Microsoft agreed a $20 million settlement with the Federal Trade Commission (FTC) for allegedly collecting and retaining children’s personal data from its Xbox gaming service without parental consent.
In a statement, the FTC asserted Microsoft had failed to fully comply with the Children’s Online Privacy Protection Act (COPPA) by gathering health and biometric information, avatars and other personal data of Xbox users, including those under the age of 13.
FTC found Microsoft guilty of retaining data from children during the account creation process from 2015 to 2020, even “when a parent failed to complete the process”.
As well as the $20 million settlement, Microsoft has been ordered to bolster privacy rules for children using the gaming service going forward.

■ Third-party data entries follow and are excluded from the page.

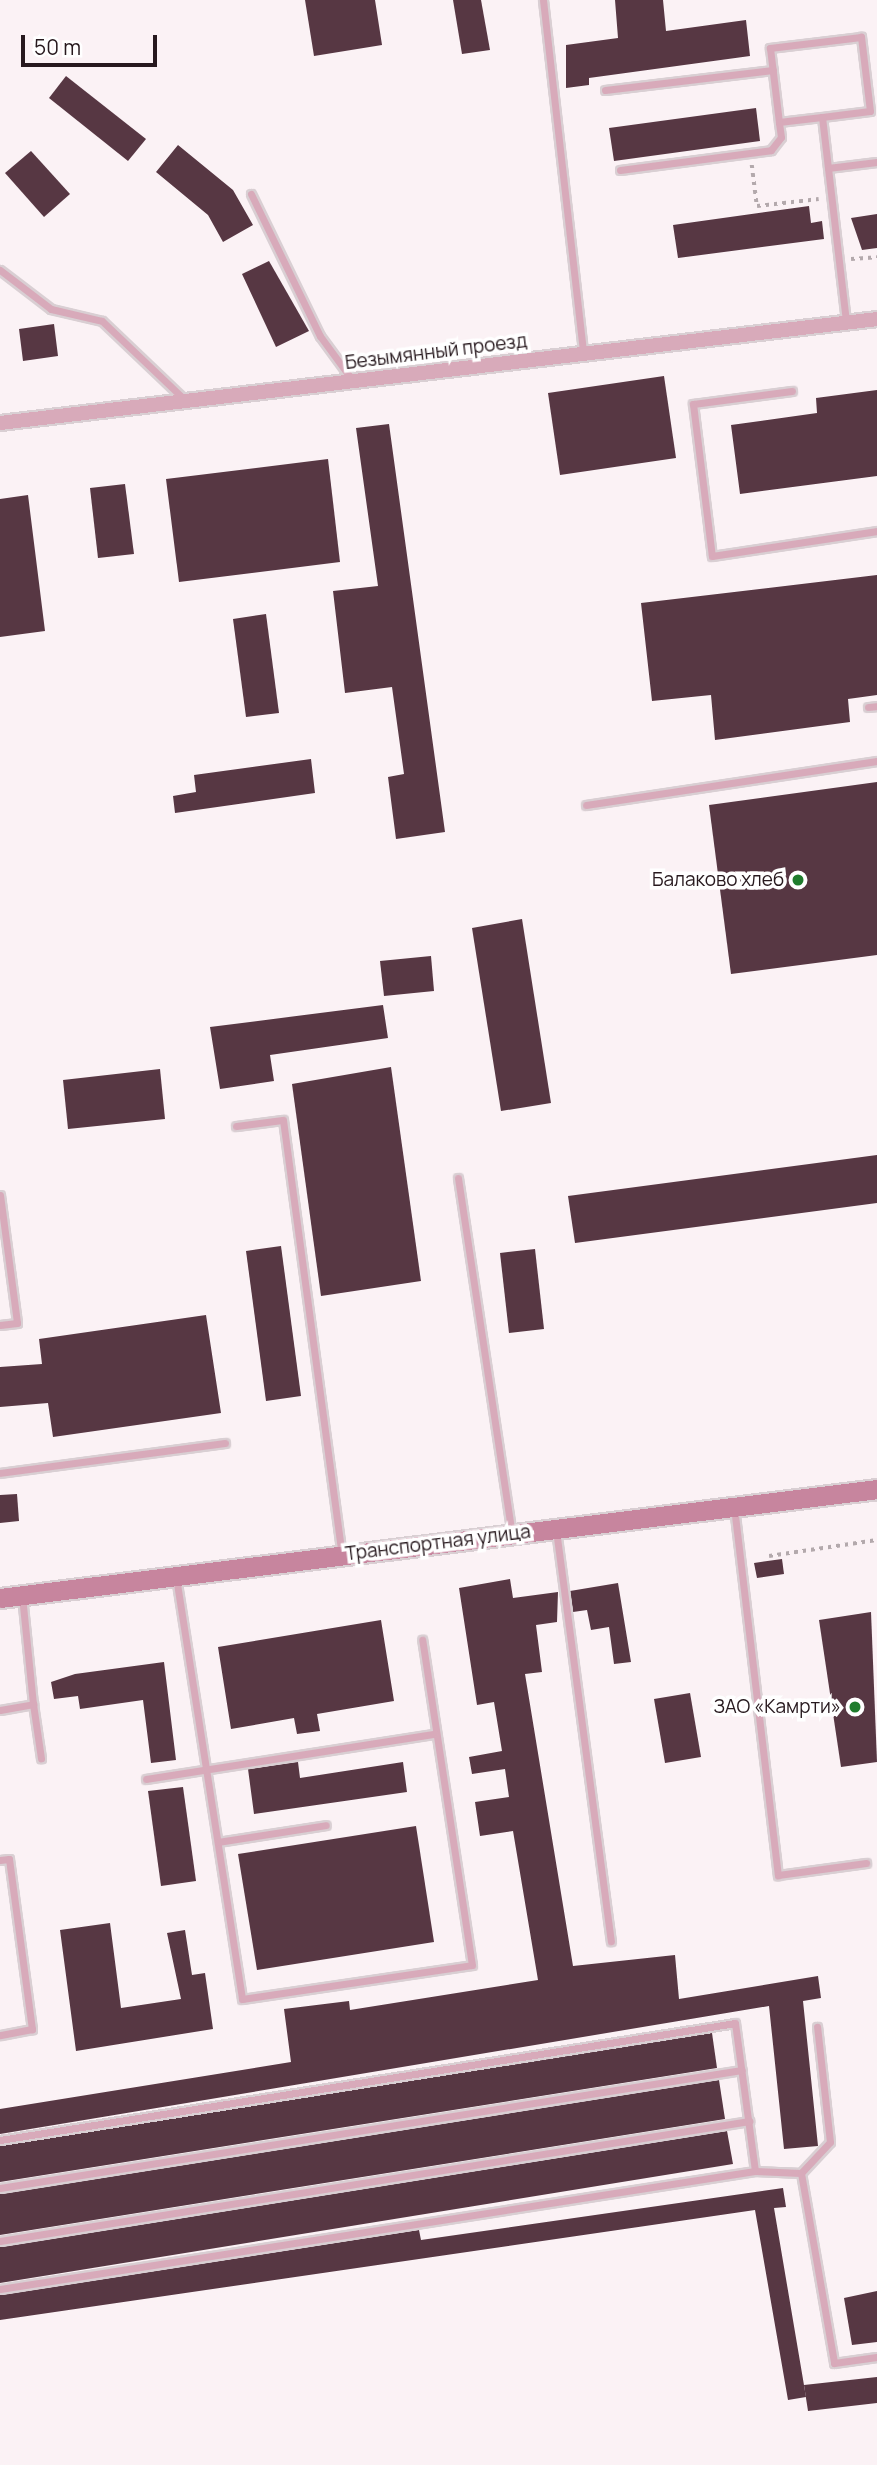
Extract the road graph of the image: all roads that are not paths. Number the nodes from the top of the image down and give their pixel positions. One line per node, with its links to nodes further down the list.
1 (543, 0): 13 (lane)
2 (773, 71): 3 (lane); 4 (lane); 5 (lane)
3 (605, 90)
4 (822, 117): 5 (lane); 7 (lane)
5 (779, 122): 8 (lane)
6 (877, 162): 7 (lane)
7 (828, 168): 12 (lane)
8 (620, 170)
9 (251, 194): 14 (lane)
10 (0, 270): 16 (lane)
11 (877, 319): 12 (street, Безымянный проезд)
12 (846, 323): 13 (street, Безымянный проезд)
13 (583, 354): 14 (street, Безымянный проезд)
14 (354, 382): 16 (street, Безымянный проезд)
15 (792, 391): 18 (lane)
16 (187, 401): 17 (street, Безымянный проезд)
17 (0, 424)
18 (877, 531)
19 (877, 761): 20 (lane)
20 (586, 805)
21 (236, 1126): 31 (lane)
22 (458, 1178): 30 (lane)
23 (0, 1195): 24 (lane)
24 (0, 1325)
25 (225, 1443): 26 (lane)
26 (0, 1473)
27 (877, 1489): 28 (main road, Транспортная улица)
28 (734, 1507): 29 (main road, Транспортная улица); 45 (lane)
29 (556, 1529): 30 (main road, Транспортная улица); 46 (lane)
30 (512, 1534): 31 (main road, Транспортная улица)
31 (342, 1555): 32 (main road, Транспортная улица)
32 (176, 1576): 33 (main road, Транспортная улица); 40 (lane)
33 (22, 1595): 34 (main road, Транспортная улица); 36 (lane)
34 (0, 1598)
35 (422, 1640): 38 (lane)
36 (33, 1704): 37 (lane); 39 (lane)
37 (0, 1710)
38 (435, 1734): 40 (lane); 43 (lane)
39 (41, 1758)
40 (206, 1770): 41 (lane); 43 (lane)
41 (146, 1779)
42 (326, 1825): 43 (lane)
43 (218, 1842)
44 (0, 1860): 48 (lane)
45 (866, 1863)
46 (611, 1941)
47 (817, 2027): 53 (lane)
48 (0, 2035)
49 (742, 2070): 50 (lane); 51 (lane); 54 (lane)
50 (750, 2121): 52 (lane); 55 (lane)
51 (0, 2140)
52 (755, 2171): 53 (lane); 56 (lane)
53 (801, 2173): 57 (lane)
54 (0, 2188)
55 (0, 2241)
56 (0, 2289)
57 (877, 2357)

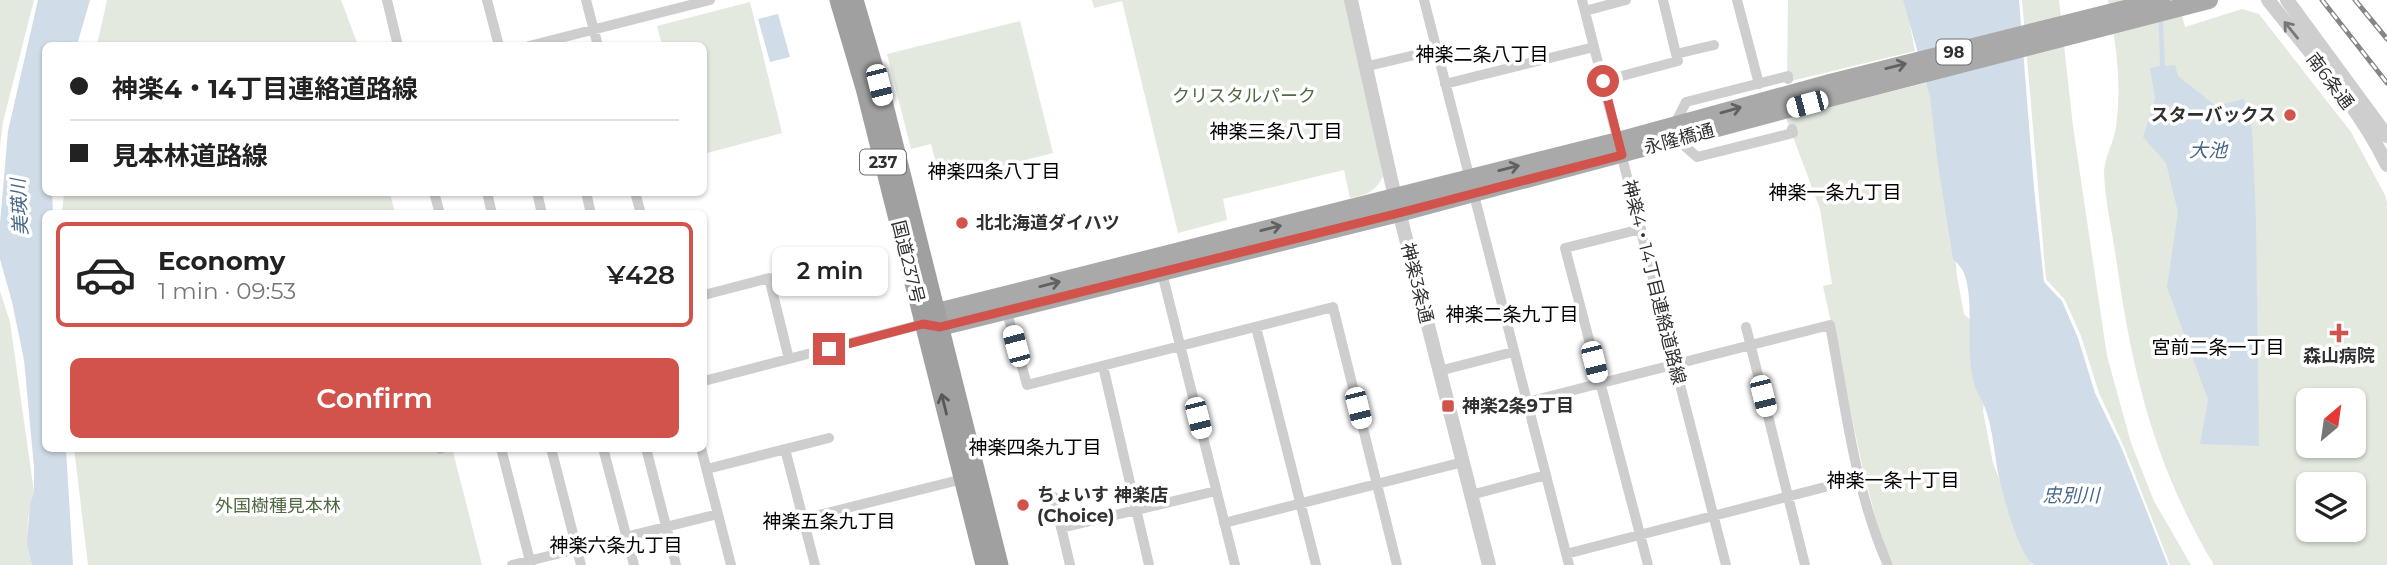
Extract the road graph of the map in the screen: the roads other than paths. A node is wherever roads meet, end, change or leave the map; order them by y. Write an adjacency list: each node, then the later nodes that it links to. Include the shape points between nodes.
1 (388, 0): 19 (street)
2 (487, 0): 20 (street)
3 (586, 0): 18 (street)
4 (710, 0): 18 (street)
5 (839, 0): 43 (highway, 国道237号 / 237)
6 (854, 0): 43 (highway, 国道237号 / 237, via 879,85)
7 (1352, 0): 27 (street, 神楽3条通)
8 (1423, 0): 25 (street)
9 (1626, 0): 16 (street)
10 (1662, 0): 26 (street)
11 (1737, 0): 30 (street)
12 (2161, 0): 17 (main road, 永隆橋通 / 98)
13 (2209, 0): 17 (main road, 永隆橋通 / 98)
14 (2268, 0): 36 (street, 南6条通, one-way to 14, via 2327,74)
15 (2287, 0): 34 (street, 南6条通)
16 (1583, 6): 24 (street, 神楽4・14丁目連絡道路線)
17 (2105, 21): 33 (main road, 永隆橋通 / 98)
18 (593, 29): 21 (street); 22 (street)
19 (397, 42)
20 (498, 42)
21 (551, 42)
22 (597, 42)
23 (1714, 45): 26 (street)
24 (1594, 47): 29 (street, 神楽4・14丁目連絡道路線); 31 (street)
25 (1436, 50): 27 (street); 31 (street)
26 (1676, 54): 29 (street, via 1678,61)
27 (1364, 67): 38 (street, 神楽3条通)
28 (1788, 79): 30 (street)
29 (1603, 81): 35 (street, 神楽4・14丁目連絡道路線)
30 (1759, 84): 33 (street, via 1686,102)
31 (1445, 85): 37 (street)
32 (1792, 129): 33 (street, via 1793,133 1697,157)
33 (1676, 133): 35 (main road, 永隆橋通 / 98)
34 (2387, 136)
35 (1620, 148): 37 (main road, 永隆橋通 / 98); 39 (street, 神楽4・14丁目連絡道路線)
36 (2387, 165)
37 (1471, 186): 38 (main road, 永隆橋通 / 98); 48 (street)
38 (1397, 205): 40 (main road, 永隆橋通 / 98); 52 (street, 神楽3条通)
39 (1641, 229): 50 (street, 神楽4・14丁目連絡道路線); 54 (street, via 1565,248)
40 (1159, 264): 42 (main road, 永隆橋通 / 98); 46 (street)
41 (707, 294): 49 (street, via 769,278)
42 (1004, 303): 43 (main road, 永隆橋通 / 98); 51 (street, via 1027,385)
43 (933, 321): 49 (street); 66 (highway, 国道237号 / 237)
44 (1256, 327): 46 (street); 68 (street, via 1333,307); 73 (street)
45 (1746, 327): 47 (street)
46 (1180, 346): 51 (street); 69 (street)
47 (1751, 346): 50 (street); 67 (street, via 1830,325); 72 (street)
48 (1513, 352): 52 (street); 55 (street)
49 (789, 359): 53 (street)
50 (1675, 365): 54 (street); 76 (street, 神楽4・14丁目連絡道路線)
51 (1103, 366): 74 (street)
52 (1439, 371): 63 (street, 神楽3条通)
53 (707, 381)
54 (1600, 384): 55 (street); 81 (street)
55 (1527, 402): 65 (street)
56 (829, 438): 57 (street)
57 (785, 449): 64 (street); 77 (street)
58 (503, 452): 85 (street)
59 (552, 452): 83 (street)
60 (604, 452): 82 (street)
61 (647, 452): 79 (street)
62 (702, 452): 64 (street)
63 (1462, 462): 68 (street); 70 (street, 神楽3条通)
64 (706, 469): 75 (street)
65 (1546, 475): 70 (street); 84 (street)
66 (970, 477): 77 (street); 92 (highway, 国道237号 / 237); 93 (highway, 国道237号 / 237)
67 (1860, 478): 72 (street); 103 (street)
68 (1377, 484): 73 (street); 98 (street)
69 (1216, 491): 74 (street); 78 (street)
70 (1471, 495): 99 (street, 神楽3条通)
71 (1054, 497): 80 (street)
72 (1788, 497): 76 (street); 102 (street)
73 (1300, 503): 78 (street); 97 (street)
74 (1135, 509): 80 (street); 95 (street)
75 (718, 514): 79 (street); 90 (street)
76 (1713, 515): 81 (street); 101 (street, 神楽4・14丁目連絡道路線)
77 (803, 519): 91 (street)
78 (1224, 523): 96 (street)
79 (666, 528): 82 (street); 89 (street)
80 (1061, 528): 94 (street)
81 (1639, 534): 84 (street); 100 (street)
82 (626, 537): 83 (street); 88 (street)
83 (577, 550): 85 (street); 87 (street)
84 (1568, 559)
85 (530, 563): 86 (street)
86 (512, 565)
87 (581, 565)
88 (634, 565)
89 (676, 565)
90 (732, 565)
91 (815, 565)
92 (985, 565)
93 (999, 565)
94 (1070, 565)
95 (1149, 565)
96 (1235, 565)
97 (1316, 565)
98 (1397, 565)
99 (1489, 565)
100 (1648, 565)
101 (1726, 565)
102 (1805, 565)
103 (1888, 565)

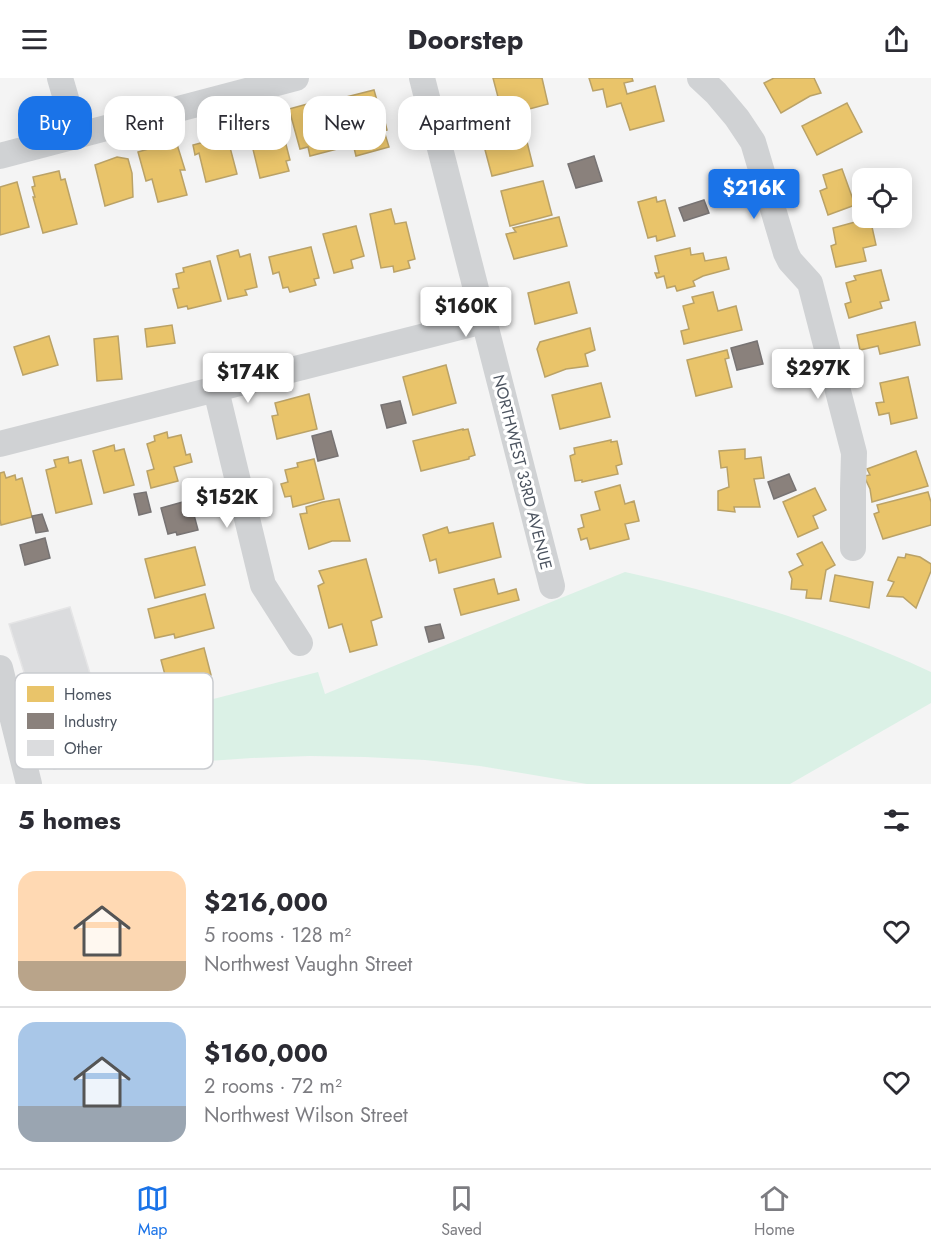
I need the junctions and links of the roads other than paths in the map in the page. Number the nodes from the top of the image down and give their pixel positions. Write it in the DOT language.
graph roads {
  1 [pos="60,78"];
  2 [pos="296,78"];
  3 [pos="422,78"];
  4 [pos="699,78"];
  5 [pos="65,96"];
  6 [pos="92,132"];
  7 [pos="23,150"];
  8 [pos="0,156"];
  9 [pos="484,321"];
  10 [pos="216,390"];
  11 [pos="0,444"];
  12 [pos="853,548"];
  13 [pos="552,586"];
  14 [pos="300,643"];
  15 [pos="0,668"];
  16 [pos="7,727"];
  17 [pos="15,748"];
  18 [pos="23,769"];
  19 [pos="29,784"];
  1 -- 5 [label="street"];
  2 -- 6 [label="street"];
  3 -- 9 [label="street, NORTHWEST 33RD AVENUE"];
  4 -- 12 [label="street"];
  7 -- 8 [label="street"];
  9 -- 10 [label="street"];
  9 -- 13 [label="street, NORTHWEST 33RD AVENUE"];
  10 -- 11 [label="street"];
  10 -- 14 [label="street"];
  15 -- 16 [label="street"];
  16 -- 17 [label="street"];
  18 -- 19 [label="street"];
}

The order requires Microsoft to obtain parental consent for children’s accounts created before 2021, notify third-party publishers when disclosing a child’s personal information, inform parents of privacy measures associated with account creation and establish a system to delete children’s data gathered without parental consent.
“Our proposed order makes it easier for parents to protect their children’s privacy on Xbox, and limits what information Microsoft can collect and retain about kids,” commented Samuel Levine, director of the FTC’s Bureau of Consumer Protection.
In recent weeks, the FTC stated it had also charged Amazon and EdTech platform Edmodo for similar mishandling of children’s data.